## Task instructions
Scan the entries below for the word "edge" and copy every line in which it occurs.

## Given data
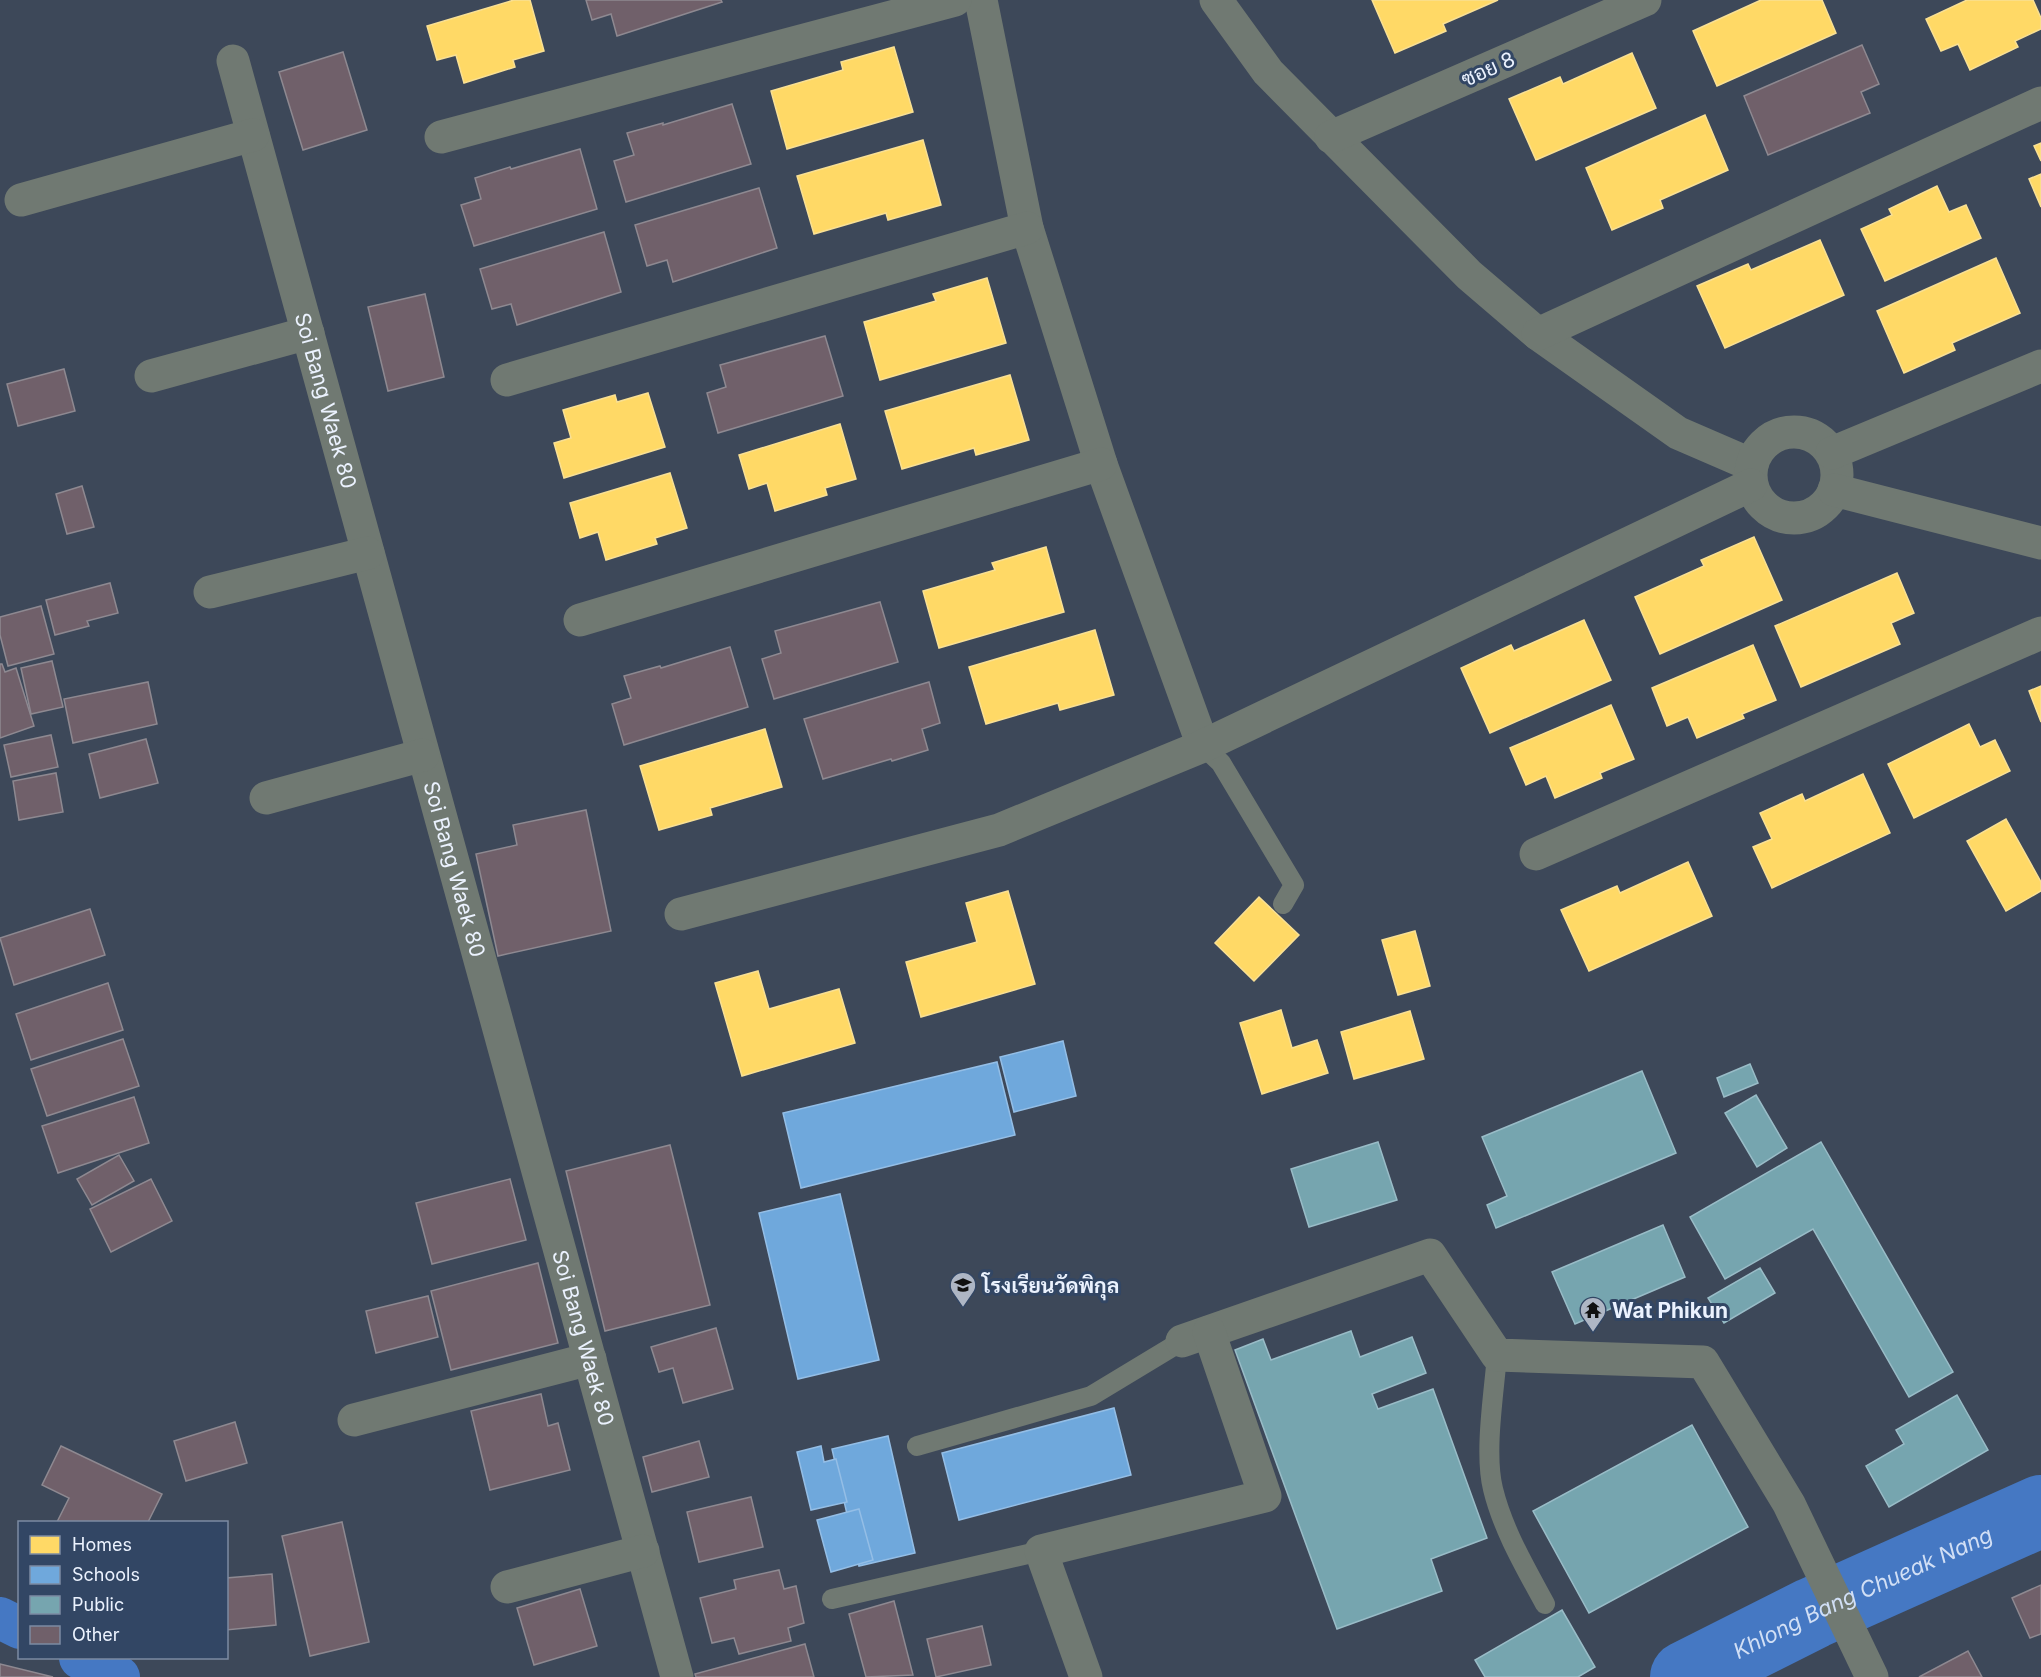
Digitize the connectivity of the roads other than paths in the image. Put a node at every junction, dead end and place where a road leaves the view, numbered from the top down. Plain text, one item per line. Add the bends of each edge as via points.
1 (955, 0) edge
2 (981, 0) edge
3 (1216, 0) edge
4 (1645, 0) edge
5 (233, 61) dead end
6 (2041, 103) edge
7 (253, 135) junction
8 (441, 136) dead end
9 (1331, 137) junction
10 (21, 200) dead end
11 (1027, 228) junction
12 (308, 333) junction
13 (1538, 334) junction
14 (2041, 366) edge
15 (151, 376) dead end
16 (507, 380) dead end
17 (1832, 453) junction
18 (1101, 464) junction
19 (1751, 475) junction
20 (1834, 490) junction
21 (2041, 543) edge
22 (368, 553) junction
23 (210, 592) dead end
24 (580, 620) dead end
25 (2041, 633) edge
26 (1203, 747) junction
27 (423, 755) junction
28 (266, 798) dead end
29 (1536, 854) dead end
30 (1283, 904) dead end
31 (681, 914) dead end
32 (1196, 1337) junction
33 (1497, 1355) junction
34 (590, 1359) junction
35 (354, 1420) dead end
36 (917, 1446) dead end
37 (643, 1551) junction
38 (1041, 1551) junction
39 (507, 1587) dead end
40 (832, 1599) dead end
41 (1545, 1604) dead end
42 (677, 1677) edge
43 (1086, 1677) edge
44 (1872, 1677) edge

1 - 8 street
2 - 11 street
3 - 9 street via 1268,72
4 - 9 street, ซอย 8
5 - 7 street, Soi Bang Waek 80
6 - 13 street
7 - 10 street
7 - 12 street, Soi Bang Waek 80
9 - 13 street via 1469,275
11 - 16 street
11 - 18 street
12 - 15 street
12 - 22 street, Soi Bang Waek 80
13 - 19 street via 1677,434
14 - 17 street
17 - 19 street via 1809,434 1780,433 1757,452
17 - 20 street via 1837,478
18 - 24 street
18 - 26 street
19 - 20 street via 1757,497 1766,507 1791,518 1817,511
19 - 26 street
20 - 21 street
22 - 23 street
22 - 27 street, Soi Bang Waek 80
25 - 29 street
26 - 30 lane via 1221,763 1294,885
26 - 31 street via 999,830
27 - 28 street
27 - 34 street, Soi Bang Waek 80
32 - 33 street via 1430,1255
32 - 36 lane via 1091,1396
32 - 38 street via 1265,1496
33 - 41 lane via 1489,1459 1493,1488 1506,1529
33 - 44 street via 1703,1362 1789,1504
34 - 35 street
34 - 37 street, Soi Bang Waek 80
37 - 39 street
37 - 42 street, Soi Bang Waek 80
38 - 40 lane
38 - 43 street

## Written solution
Digitize the connectivity of the roads other than paths in the image. Put a node at every junction, dead end and place where a road leaves the view, numbered from the top down. Plain text, one item per line. Add the bends of each edge as via points.
1 (955, 0) edge
2 (981, 0) edge
3 (1216, 0) edge
4 (1645, 0) edge
6 (2041, 103) edge
14 (2041, 366) edge
21 (2041, 543) edge
25 (2041, 633) edge
42 (677, 1677) edge
43 (1086, 1677) edge
44 (1872, 1677) edge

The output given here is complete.